On the other hand, we must come to love the Spirit's ways. We are to see the glorious work of the Spirit in contrast to the flesh. By seeing their contrasting ways, we hate one and love the other. We refuse to serve our own self's preferences and become wholly loyal to the Holy Spirit's work in our lives.
We cannot rid ourselves of the flesh on this earth. This is what Jesus referred to in 6:10 when he says, "Consider yourselves to be dead to sin." It is still there. If we are not careful, we will serve it. But we don't have to. By voiding our allegiance to our flesh, we can, by Christ's grace, be set free to serve Christ. How do we void our former allegiance to our flesh? Paul says death is the only means and explains it carefully in Romans 7:1-6.
The point is that unless we are absolutely convinced the flesh is a destroyer, we will continue to listen and follow it. We will, in essence, continue to serve it. As Christians we are technically free from its ruling over us, but we still could serve the old self. The follow up question is whether we really hate the flesh.
Are we really convinced?
Paul convincingly set forth this case in the last part of chapter 7 and the early part of 8. Whenever he would go by the old nature, he would serve his own self and bear evil results. But he wanted to serve Christ (Romans 7) which bring forth the fruit of the Spirit. (Galatians 5). The flesh always brings about death because it is hostile to God (Romans 8). We ought not live for our bodies. We do not need to live for ourselves.
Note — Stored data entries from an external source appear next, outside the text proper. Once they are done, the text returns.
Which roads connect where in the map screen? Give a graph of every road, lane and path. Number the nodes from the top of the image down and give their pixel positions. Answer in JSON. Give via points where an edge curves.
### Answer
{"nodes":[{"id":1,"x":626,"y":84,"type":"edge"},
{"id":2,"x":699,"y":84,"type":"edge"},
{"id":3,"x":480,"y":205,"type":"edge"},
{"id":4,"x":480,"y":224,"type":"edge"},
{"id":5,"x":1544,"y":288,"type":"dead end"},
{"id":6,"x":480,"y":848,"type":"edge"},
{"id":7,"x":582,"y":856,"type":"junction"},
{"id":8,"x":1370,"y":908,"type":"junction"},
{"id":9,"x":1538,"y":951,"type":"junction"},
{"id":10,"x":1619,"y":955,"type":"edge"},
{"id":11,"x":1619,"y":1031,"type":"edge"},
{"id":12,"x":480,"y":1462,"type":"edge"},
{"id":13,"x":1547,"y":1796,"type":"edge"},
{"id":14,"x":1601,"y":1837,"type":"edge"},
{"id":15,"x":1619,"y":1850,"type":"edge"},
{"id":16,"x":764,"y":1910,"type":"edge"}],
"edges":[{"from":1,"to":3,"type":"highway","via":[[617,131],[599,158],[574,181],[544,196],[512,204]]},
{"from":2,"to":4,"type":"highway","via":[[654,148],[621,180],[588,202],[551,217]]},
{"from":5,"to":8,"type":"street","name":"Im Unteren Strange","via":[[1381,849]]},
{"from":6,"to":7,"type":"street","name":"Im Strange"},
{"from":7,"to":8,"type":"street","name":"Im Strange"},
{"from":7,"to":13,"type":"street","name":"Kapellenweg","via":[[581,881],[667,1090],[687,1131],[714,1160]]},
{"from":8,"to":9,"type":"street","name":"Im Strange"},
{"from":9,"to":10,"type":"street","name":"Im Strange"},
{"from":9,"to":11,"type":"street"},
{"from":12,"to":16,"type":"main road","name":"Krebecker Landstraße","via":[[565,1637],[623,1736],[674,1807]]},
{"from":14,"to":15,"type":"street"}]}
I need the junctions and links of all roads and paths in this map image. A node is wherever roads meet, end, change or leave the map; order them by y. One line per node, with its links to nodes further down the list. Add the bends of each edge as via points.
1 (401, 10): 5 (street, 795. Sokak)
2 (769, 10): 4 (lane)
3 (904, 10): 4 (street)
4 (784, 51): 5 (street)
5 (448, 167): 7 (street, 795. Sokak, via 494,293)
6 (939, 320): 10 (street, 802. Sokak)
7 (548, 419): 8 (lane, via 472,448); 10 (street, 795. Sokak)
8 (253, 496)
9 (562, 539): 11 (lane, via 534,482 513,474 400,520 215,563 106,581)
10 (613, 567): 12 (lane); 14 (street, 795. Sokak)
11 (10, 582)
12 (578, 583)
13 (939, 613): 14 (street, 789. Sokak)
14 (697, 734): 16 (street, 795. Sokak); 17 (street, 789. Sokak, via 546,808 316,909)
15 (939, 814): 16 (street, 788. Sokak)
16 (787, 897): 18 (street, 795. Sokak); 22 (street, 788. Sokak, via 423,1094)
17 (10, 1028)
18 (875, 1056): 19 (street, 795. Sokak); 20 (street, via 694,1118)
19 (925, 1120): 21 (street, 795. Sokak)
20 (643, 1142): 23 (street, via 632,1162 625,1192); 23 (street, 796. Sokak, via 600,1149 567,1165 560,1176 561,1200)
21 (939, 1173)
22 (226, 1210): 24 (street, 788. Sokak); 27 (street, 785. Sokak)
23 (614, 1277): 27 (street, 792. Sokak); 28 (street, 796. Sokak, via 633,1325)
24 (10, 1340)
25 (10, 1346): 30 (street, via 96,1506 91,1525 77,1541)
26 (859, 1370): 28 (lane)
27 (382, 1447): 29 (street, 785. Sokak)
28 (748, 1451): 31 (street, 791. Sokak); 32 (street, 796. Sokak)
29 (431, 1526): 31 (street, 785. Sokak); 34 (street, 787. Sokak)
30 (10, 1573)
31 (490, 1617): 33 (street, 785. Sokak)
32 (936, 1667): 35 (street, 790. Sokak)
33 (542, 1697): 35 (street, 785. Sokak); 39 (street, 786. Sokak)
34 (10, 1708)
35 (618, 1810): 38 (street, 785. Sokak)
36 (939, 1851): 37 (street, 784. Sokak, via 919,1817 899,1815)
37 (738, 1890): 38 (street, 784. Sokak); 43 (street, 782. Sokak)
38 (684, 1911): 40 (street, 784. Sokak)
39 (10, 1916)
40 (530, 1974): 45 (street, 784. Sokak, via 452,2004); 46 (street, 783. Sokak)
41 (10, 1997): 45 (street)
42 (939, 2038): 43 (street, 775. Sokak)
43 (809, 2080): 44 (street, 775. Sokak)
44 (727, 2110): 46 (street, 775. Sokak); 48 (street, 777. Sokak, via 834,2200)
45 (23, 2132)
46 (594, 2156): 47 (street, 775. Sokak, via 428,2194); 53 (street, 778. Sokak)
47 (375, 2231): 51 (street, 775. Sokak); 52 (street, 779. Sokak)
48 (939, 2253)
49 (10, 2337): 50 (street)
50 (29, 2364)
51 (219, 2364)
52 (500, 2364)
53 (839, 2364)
We need to humble ourselves by stating that serving ourselves is not good. In a sense this is what 'dying to self' essentially means. We recognize serving self is no good and so we choose to serve the Spirit. These chapters provide a lot of help in convincing us of the horrible nature of the flesh and the glory of the Spirit.
Commitment to saying "no" to the old nature comes only as much as:
1) We are sure of the old nature's total rebellion against God and
2) We desire to serve the Spirit.
Our growth comes as we recognize the complete rebellious nature of the flesh and power of the new life through the life of Christ.
Dying to self means simply a mental check on our determination not to live for oneself and to live for Christ. Paul in 1 Corinthians 15:31 say, "I die daily."
This is a regular battle. A daily battle. Paul, as a veteran apostle, witnessing many miracles, seeing a revelation of Christ, still had to personally die to himself. We do too. We cannot afford not to.
Here is a possible prayer for your early morning meditation.
"Dear Lord, my allegiance to You will be tested today. Right now, I am stating my faithfulness to you. You are the One I love forever. At the same time, I will clearly state that I want nothing to do with serving my self. I have had enough to do with that selfish ego of mine that tries to get all the attention it can. Your principles of love and giving are what I want. Radiate in my life through acts and words of kindness. Forgive me of my sin and cleanse me. I make myself totally empty of self so that You can fill me with your precious Holy Spirit. Lead me forth. I will follow in your humble paths of love."
The Christian needs to acknowledge the flesh, declare its lousy nature, reject its promptings, acknowledge the Lord's presence, the beautiful nature of the Spirit and affirm one's total heart and will to the Spirit's leading.
Christian life is based on humble living. When we are willing to humble ourselves by looking at the facts of what self-service does, then we are willing to walk in that path.